January 22, 2021
On January 11, 2021, the United States Supreme Court denied certiorari in Maggy Hurchalla v. Lake Point Phase I, LLC, a Florida-based contractual interference case. The denial left the Petitioner – an individual environmental activist – liable for a $4.4 million jury verdict. The case originated when the Petitioner, Maggy Hurchalla, allegedly made false statements to five county commissioners about a proposed limestone mining and water treatment project, resulting in an adverse decision by the commission. According to the Respondents, Hurchalla, a former commissioner herself, allegedly engaged in back door discussions and provided critical information that she either knew was false, or provided with reckless disregard for the truth. For her part, Hurchalla asserted that the damages award against her violated her First Amendment rights to free speech and petition of the government where her statement to government officials could be construed as a “verifiable and true assertion or as an unverifiable opinion, when the speaker genuinely believed the statement, and when there is no evidence that the statement caused the adverse governmental action.” The Supreme Court denied cert without commenting on the merits of the case.
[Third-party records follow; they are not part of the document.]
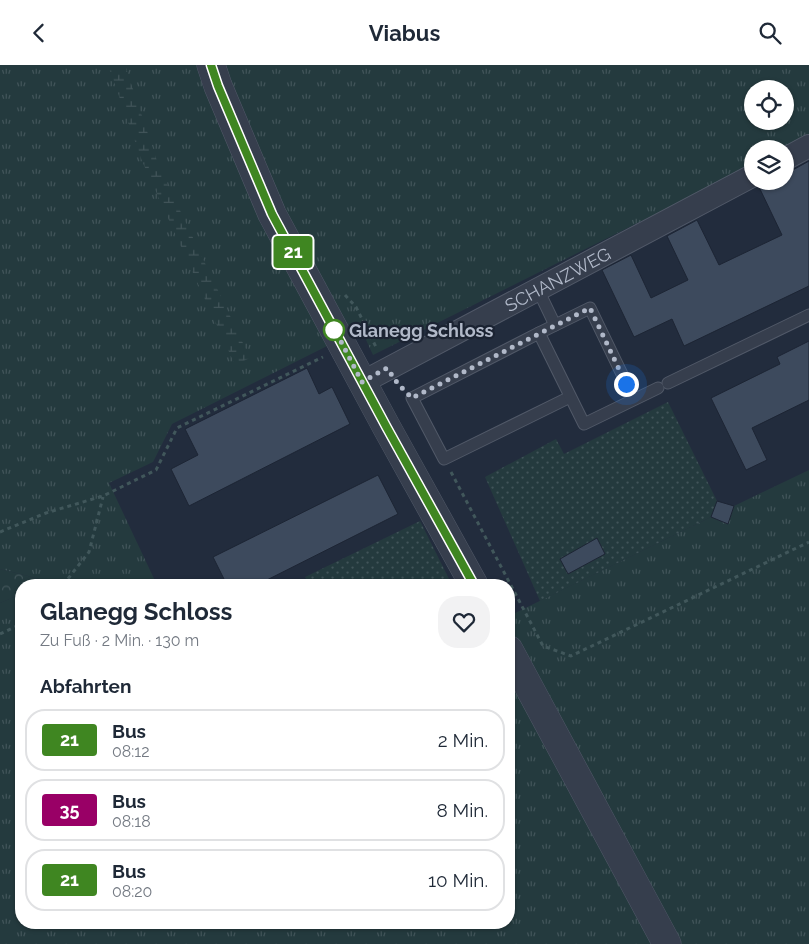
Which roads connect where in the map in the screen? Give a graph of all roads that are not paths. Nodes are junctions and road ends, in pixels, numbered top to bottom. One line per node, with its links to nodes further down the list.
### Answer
1 (211, 65): 9 (street)
2 (809, 146): 3 (street)
3 (794, 154)
4 (744, 180): 9 (street, SCHANZWEG)
5 (542, 298): 7 (lane)
6 (809, 315): 11 (lane)
7 (555, 325): 8 (lane); 11 (lane)
8 (539, 333): 10 (lane); 10 (lane)
9 (362, 382): 12 (street)
10 (570, 397): 11 (lane)
11 (634, 399)
12 (471, 579)
13 (515, 661): 14 (street)
14 (667, 944)

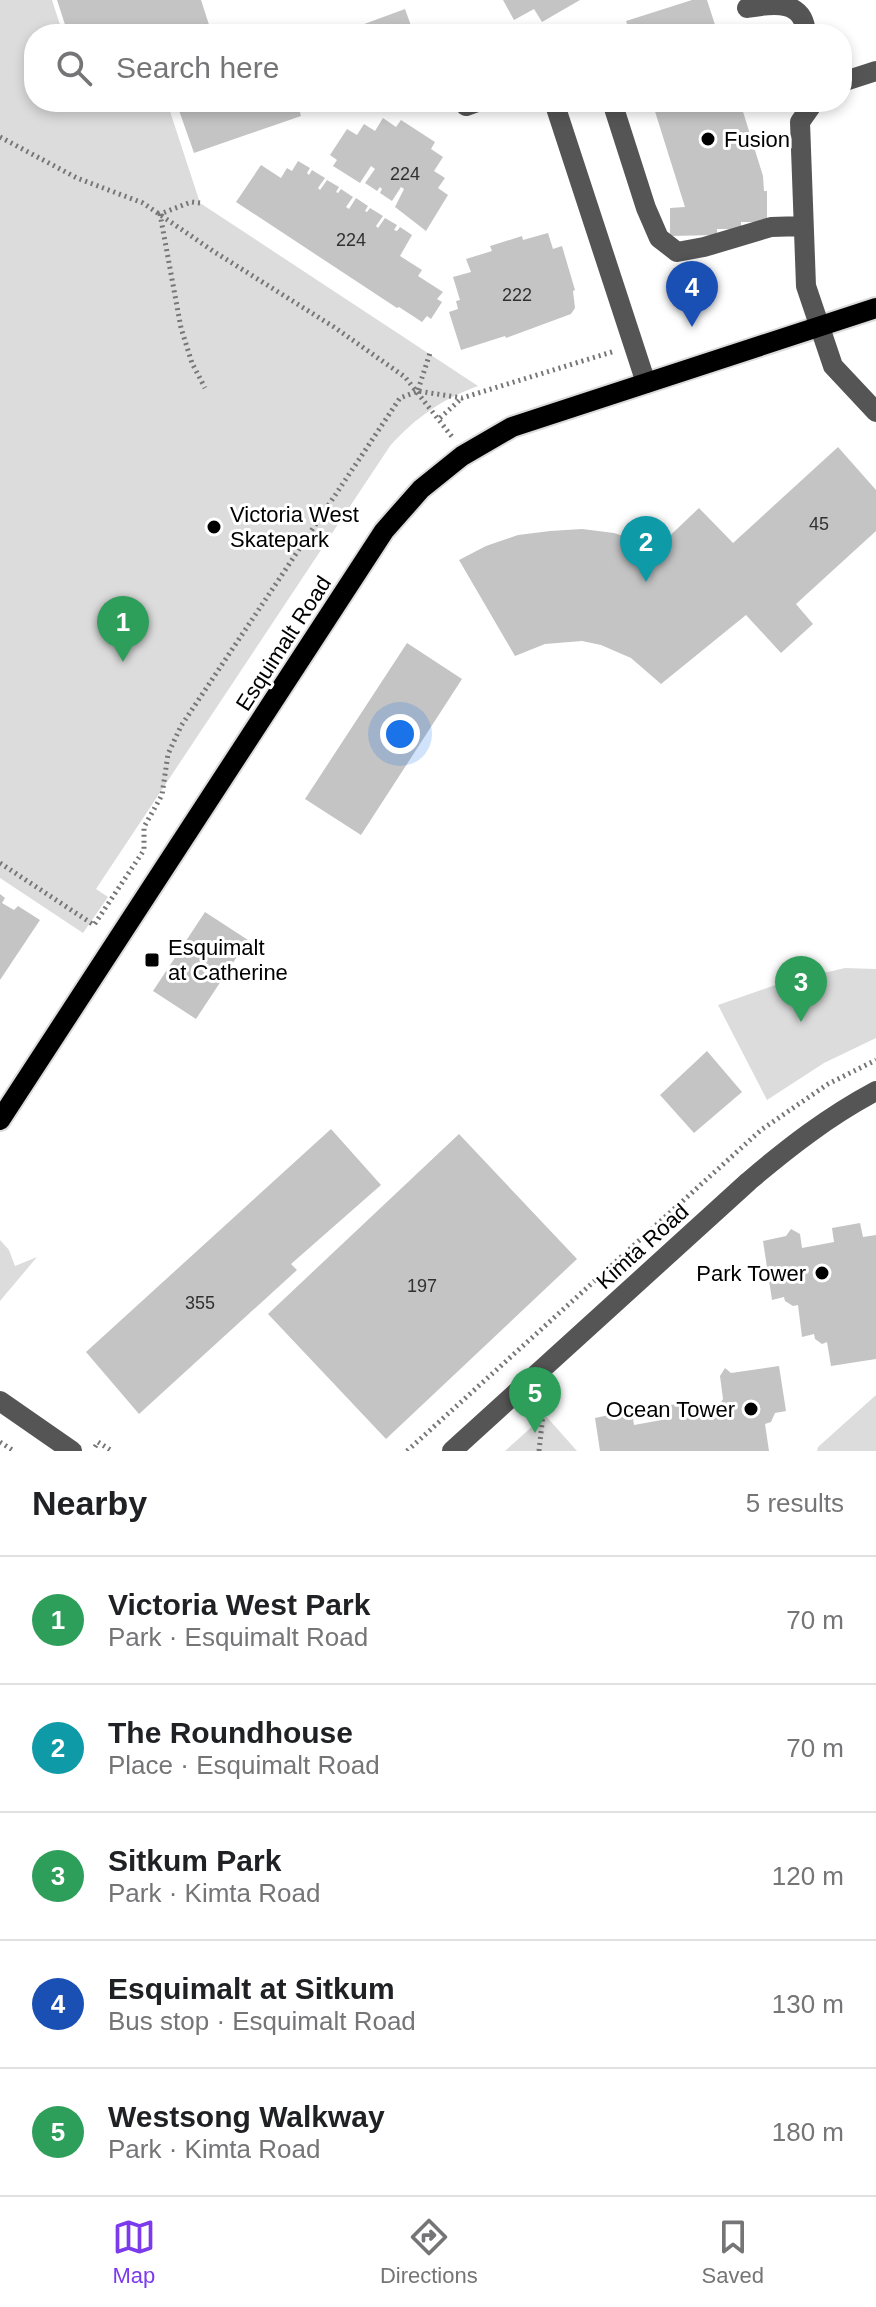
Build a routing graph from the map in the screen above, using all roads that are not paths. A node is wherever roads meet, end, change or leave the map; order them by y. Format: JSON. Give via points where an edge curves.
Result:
{"nodes":[{"id":1,"x":747,"y":8,"type":"dead end"},
{"id":2,"x":805,"y":24,"type":"edge"},
{"id":3,"x":876,"y":71,"type":"edge"},
{"id":4,"x":852,"y":79,"type":"edge"},
{"id":5,"x":557,"y":112,"type":"edge"},
{"id":6,"x":615,"y":112,"type":"edge"},
{"id":7,"x":807,"y":112,"type":"edge"},
{"id":8,"x":803,"y":226,"type":"junction"},
{"id":9,"x":876,"y":308,"type":"edge"},
{"id":10,"x":818,"y":327,"type":"junction"},
{"id":11,"x":646,"y":383,"type":"junction"},
{"id":12,"x":876,"y":412,"type":"edge"},
{"id":13,"x":876,"y":1091,"type":"edge"},
{"id":14,"x":0,"y":1120,"type":"edge"},
{"id":15,"x":0,"y":1401,"type":"edge"},
{"id":16,"x":72,"y":1451,"type":"edge"},
{"id":17,"x":452,"y":1451,"type":"edge"}],
"edges":[{"from":1,"to":2,"type":"street","via":[[779,3],[794,8]]},
{"from":3,"to":4,"type":"street"},
{"from":5,"to":11,"type":"street"},
{"from":6,"to":8,"type":"street","via":[[659,238],[677,252],[771,227]]},
{"from":7,"to":8,"type":"street","via":[[800,122]]},
{"from":8,"to":10,"type":"street","via":[[806,286]]},
{"from":9,"to":10,"type":"main road","name":"Esquimalt Road"},
{"from":10,"to":11,"type":"main road","name":"Esquimalt Road"},
{"from":10,"to":12,"type":"street","via":[[833,366]]},
{"from":11,"to":14,"type":"main road","name":"Esquimalt Road","via":[[512,427],[462,456],[421,489],[384,531]]},
{"from":13,"to":17,"type":"street","name":"Kimta Road","via":[[789,1147]]},
{"from":15,"to":16,"type":"street"}]}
Amicus briefs filed in the case expressed concerns that the tort suit was a “strategic lawsuit against public participation” or SLAPP. Such lawsuits are frequently criticized for their chilling effect on public comments on controversial projects, and come up frequently in the context of projects with environmental impacts. Some states have promulgated anti-SLAPP statutes to preclude tort liability and protect individuals’ First Amendment rights related to participation in governmental decisions. On the other side, many stakeholders and business groups complain that individual members of the public have a relatively low (some might say non-existent) evidentiary hurdle to delay or torpedo legitimate development projects. In the absence of tort liability or some other form of accountability, regulated businesses can be financially damaged by malicious acts masquerading as public participation, and have no recourse whatsoever.
South Carolina currently lacks an anti-SLAPP statute. In fact, recent legislation by the South Carolina General Assembly has limited the class of persons that can bring public challenge to some types of environmental permitting decisions. In 2018 Act 139, the General Assembly limited the class of persons that could challenge DHEC’s issuance of some permits for agricultural animal operations to “property owners with standing within a one-mile radius of the proposed … facility, who is challenging [the decision] on his own behalf[.]” The same year, Act 134 was passed, amending the prior law governing automatic stays of DHEC permitting decisions during the pendency of a contested case hearing. The new law shifted the burden of maintaining the status quo to the party challenging the decision. While these statutory changes address circumstances far narrower in scope than the type of public commenting at issue in Hurchalla, critics say they chill citizen participation in governmental decision-making because concerned parties have a limited ability to follow through on their public participation in a legal setting.
SLAPP suits, or at least the use of that label, are not likely to go away anytime soon. Under the Trump administration, the push for environmental deregulation made all manner of public participation more difficult to come by. President Biden has committed to unwinding much of the deregulation of his predecessor, which presumably will increase public participation in environmental decisions. This in turn will likely result in more opportunities for governmental decisions adverse to those seeking licenses, permits, and other governmental authorizations, which will result in more potential damages and more potential suits. In the absence of broader anti-SLAPP protections, expect to see more cases like Hurchalla.